Je souffle et lui réponds :

- Il sera avec son père. En plus de ça, tu es une super mamie et il a deux supers tatas en renfort.

- Annélie va en Afrique du Sud. Elle y est invitée par les parents de Joachim.

- Hum ! En voilà une qui profite de la vie. Tu n’es pas en train de lui faire une crise parce qu’elle vous lâche à Noël.
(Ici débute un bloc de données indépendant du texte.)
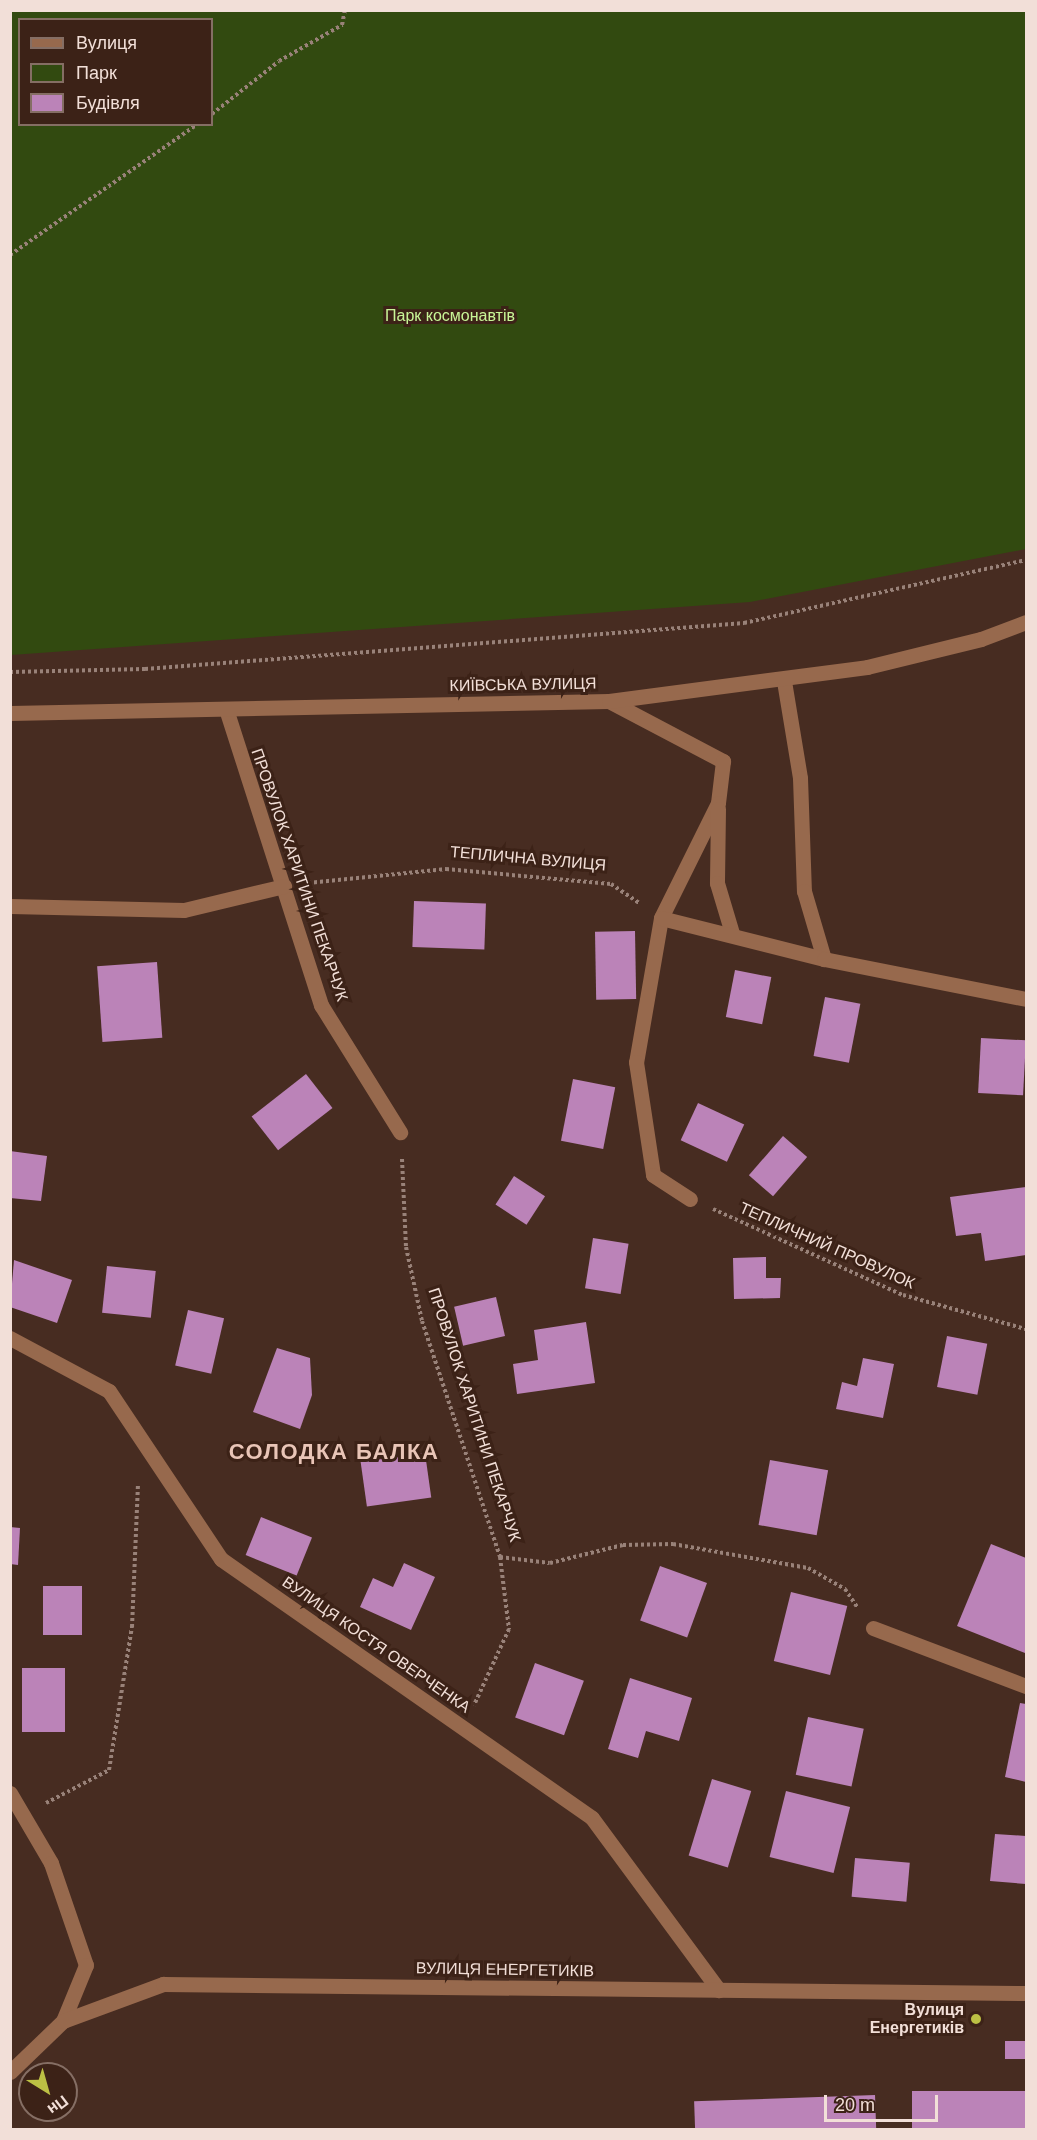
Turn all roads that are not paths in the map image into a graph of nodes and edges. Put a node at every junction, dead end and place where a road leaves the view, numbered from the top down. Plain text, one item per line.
1 (1026, 622) edge
2 (784, 681) junction
3 (609, 701) junction
4 (226, 709) junction
5 (10, 713) edge
6 (718, 803) junction
7 (284, 886) junction
8 (10, 906) edge
9 (661, 918) junction
10 (732, 933) junction
11 (824, 959) junction
12 (1026, 999) edge
13 (400, 1132) road end
14 (690, 1199) road end
15 (10, 1338) edge
16 (873, 1628) road end
17 (1026, 1686) edge
18 (10, 1793) edge
19 (719, 1990) junction
20 (1026, 1993) edge
21 (63, 2021) junction
22 (10, 2072) edge

1 - 2 street, КИЇВСЬКА ВУЛИЦЯ
2 - 3 street, КИЇВСЬКА ВУЛИЦЯ
2 - 11 street
3 - 4 street, КИЇВСЬКА ВУЛИЦЯ
3 - 6 street
4 - 5 street, КИЇВСЬКА ВУЛИЦЯ
4 - 7 street, ПРОВУЛОК ХАРИТИНИ ПЕКАРЧУК
6 - 9 street
6 - 10 street
7 - 8 street
7 - 13 street, ПРОВУЛОК ХАРИТИНИ ПЕКАРЧУК
9 - 10 street
9 - 14 street
10 - 11 street
11 - 12 street
15 - 19 street, ВУЛИЦЯ КОСТЯ ОВЕРЧЕНКА
16 - 17 street
18 - 21 street
19 - 20 street, ВУЛИЦЯ ЕНЕРГЕТИКІВ
19 - 21 street, ВУЛИЦЯ ЕНЕРГЕТИКІВ
21 - 22 street, ВУЛИЦЯ ЕНЕРГЕТИКІВ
Ma mère prend alors un ton ferme et me répond :

- Vous faites ce que vous voulez de vos vies, je vous l’ai déjà répété. Mais quand l’une de mes filles se permet de me prendre pour une imbécile en me mentant qu’elle a négocié au moment de signer son contrat, une semaine de vacances sans solde à Noël pour que son fils passe son premier Noël entouré de tous ceux qui l’aiment, je me dis que j’ai vraiment raté quelque chose. Je savais que tu pouvais être une peste, Laïka. J’étais loin de me douter qu’à ton âge, tu pourrais encore agir de la sorte.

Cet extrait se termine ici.